• **WHAT YOU HAVE TO DO**
Repeat the records below word for word.

• **RAW DATA**

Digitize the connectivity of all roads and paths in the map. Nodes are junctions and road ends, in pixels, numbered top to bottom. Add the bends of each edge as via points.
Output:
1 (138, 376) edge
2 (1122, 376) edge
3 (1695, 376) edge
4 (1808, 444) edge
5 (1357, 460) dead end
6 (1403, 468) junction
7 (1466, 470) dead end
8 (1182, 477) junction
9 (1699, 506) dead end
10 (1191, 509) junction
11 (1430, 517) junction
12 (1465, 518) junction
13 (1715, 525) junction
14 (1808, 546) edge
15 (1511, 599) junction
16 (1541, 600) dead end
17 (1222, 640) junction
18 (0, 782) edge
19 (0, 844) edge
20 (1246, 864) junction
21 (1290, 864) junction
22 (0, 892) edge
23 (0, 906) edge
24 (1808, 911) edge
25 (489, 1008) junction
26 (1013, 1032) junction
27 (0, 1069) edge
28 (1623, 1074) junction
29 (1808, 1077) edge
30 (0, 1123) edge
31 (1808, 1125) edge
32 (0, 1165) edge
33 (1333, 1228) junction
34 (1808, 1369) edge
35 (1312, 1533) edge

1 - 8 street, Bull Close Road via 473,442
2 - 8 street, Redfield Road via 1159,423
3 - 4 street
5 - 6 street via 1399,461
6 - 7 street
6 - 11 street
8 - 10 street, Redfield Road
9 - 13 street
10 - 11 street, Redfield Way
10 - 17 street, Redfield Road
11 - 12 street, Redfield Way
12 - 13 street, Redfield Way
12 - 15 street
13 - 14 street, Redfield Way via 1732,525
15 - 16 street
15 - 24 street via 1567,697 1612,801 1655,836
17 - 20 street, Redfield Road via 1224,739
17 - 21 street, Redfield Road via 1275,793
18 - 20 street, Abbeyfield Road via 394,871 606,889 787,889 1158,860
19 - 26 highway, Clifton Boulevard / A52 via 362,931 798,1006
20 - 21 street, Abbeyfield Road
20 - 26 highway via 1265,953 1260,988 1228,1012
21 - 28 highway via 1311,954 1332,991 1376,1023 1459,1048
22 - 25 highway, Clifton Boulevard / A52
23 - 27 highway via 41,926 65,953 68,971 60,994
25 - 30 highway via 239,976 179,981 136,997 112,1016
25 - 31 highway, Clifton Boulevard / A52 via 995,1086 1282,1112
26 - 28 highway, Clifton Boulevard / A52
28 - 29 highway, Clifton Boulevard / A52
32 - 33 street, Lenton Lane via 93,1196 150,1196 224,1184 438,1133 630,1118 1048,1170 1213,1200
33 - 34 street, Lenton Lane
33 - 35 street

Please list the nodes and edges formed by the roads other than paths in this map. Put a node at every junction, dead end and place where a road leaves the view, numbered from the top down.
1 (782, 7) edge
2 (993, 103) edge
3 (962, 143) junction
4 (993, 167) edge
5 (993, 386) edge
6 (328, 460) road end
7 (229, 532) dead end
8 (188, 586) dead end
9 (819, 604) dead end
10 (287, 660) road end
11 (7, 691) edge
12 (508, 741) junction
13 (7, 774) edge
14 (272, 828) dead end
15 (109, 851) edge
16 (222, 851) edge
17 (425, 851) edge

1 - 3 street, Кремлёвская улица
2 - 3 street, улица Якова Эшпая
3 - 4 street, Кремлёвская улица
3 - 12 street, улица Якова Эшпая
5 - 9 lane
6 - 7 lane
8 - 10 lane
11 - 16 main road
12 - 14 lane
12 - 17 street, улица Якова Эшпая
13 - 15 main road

• **OUTPUT BELOW**
Digitize the connectivity of all roads and paths in the map. Nodes are junctions and road ends, in pixels, numbered top to bottom. Add the bends of each edge as via points.
Output:
1 (138, 376) edge
2 (1122, 376) edge
3 (1695, 376) edge
4 (1808, 444) edge
5 (1357, 460) dead end
6 (1403, 468) junction
7 (1466, 470) dead end
8 (1182, 477) junction
9 (1699, 506) dead end
10 (1191, 509) junction
11 (1430, 517) junction
12 (1465, 518) junction
13 (1715, 525) junction
14 (1808, 546) edge
15 (1511, 599) junction
16 (1541, 600) dead end
17 (1222, 640) junction
18 (0, 782) edge
19 (0, 844) edge
20 (1246, 864) junction
21 (1290, 864) junction
22 (0, 892) edge
23 (0, 906) edge
24 (1808, 911) edge
25 (489, 1008) junction
26 (1013, 1032) junction
27 (0, 1069) edge
28 (1623, 1074) junction
29 (1808, 1077) edge
30 (0, 1123) edge
31 (1808, 1125) edge
32 (0, 1165) edge
33 (1333, 1228) junction
34 (1808, 1369) edge
35 (1312, 1533) edge

1 - 8 street, Bull Close Road via 473,442
2 - 8 street, Redfield Road via 1159,423
3 - 4 street
5 - 6 street via 1399,461
6 - 7 street
6 - 11 street
8 - 10 street, Redfield Road
9 - 13 street
10 - 11 street, Redfield Way
10 - 17 street, Redfield Road
11 - 12 street, Redfield Way
12 - 13 street, Redfield Way
12 - 15 street
13 - 14 street, Redfield Way via 1732,525
15 - 16 street
15 - 24 street via 1567,697 1612,801 1655,836
17 - 20 street, Redfield Road via 1224,739
17 - 21 street, Redfield Road via 1275,793
18 - 20 street, Abbeyfield Road via 394,871 606,889 787,889 1158,860
19 - 26 highway, Clifton Boulevard / A52 via 362,931 798,1006
20 - 21 street, Abbeyfield Road
20 - 26 highway via 1265,953 1260,988 1228,1012
21 - 28 highway via 1311,954 1332,991 1376,1023 1459,1048
22 - 25 highway, Clifton Boulevard / A52
23 - 27 highway via 41,926 65,953 68,971 60,994
25 - 30 highway via 239,976 179,981 136,997 112,1016
25 - 31 highway, Clifton Boulevard / A52 via 995,1086 1282,1112
26 - 28 highway, Clifton Boulevard / A52
28 - 29 highway, Clifton Boulevard / A52
32 - 33 street, Lenton Lane via 93,1196 150,1196 224,1184 438,1133 630,1118 1048,1170 1213,1200
33 - 34 street, Lenton Lane
33 - 35 street

Please list the nodes and edges formed by the roads other than paths in this map. Put a node at every junction, dead end and place where a road leaves the view, numbered from the top down.
1 (782, 7) edge
2 (993, 103) edge
3 (962, 143) junction
4 (993, 167) edge
5 (993, 386) edge
6 (328, 460) road end
7 (229, 532) dead end
8 (188, 586) dead end
9 (819, 604) dead end
10 (287, 660) road end
11 (7, 691) edge
12 (508, 741) junction
13 (7, 774) edge
14 (272, 828) dead end
15 (109, 851) edge
16 (222, 851) edge
17 (425, 851) edge

1 - 3 street, Кремлёвская улица
2 - 3 street, улица Якова Эшпая
3 - 4 street, Кремлёвская улица
3 - 12 street, улица Якова Эшпая
5 - 9 lane
6 - 7 lane
8 - 10 lane
11 - 16 main road
12 - 14 lane
12 - 17 street, улица Якова Эшпая
13 - 15 main road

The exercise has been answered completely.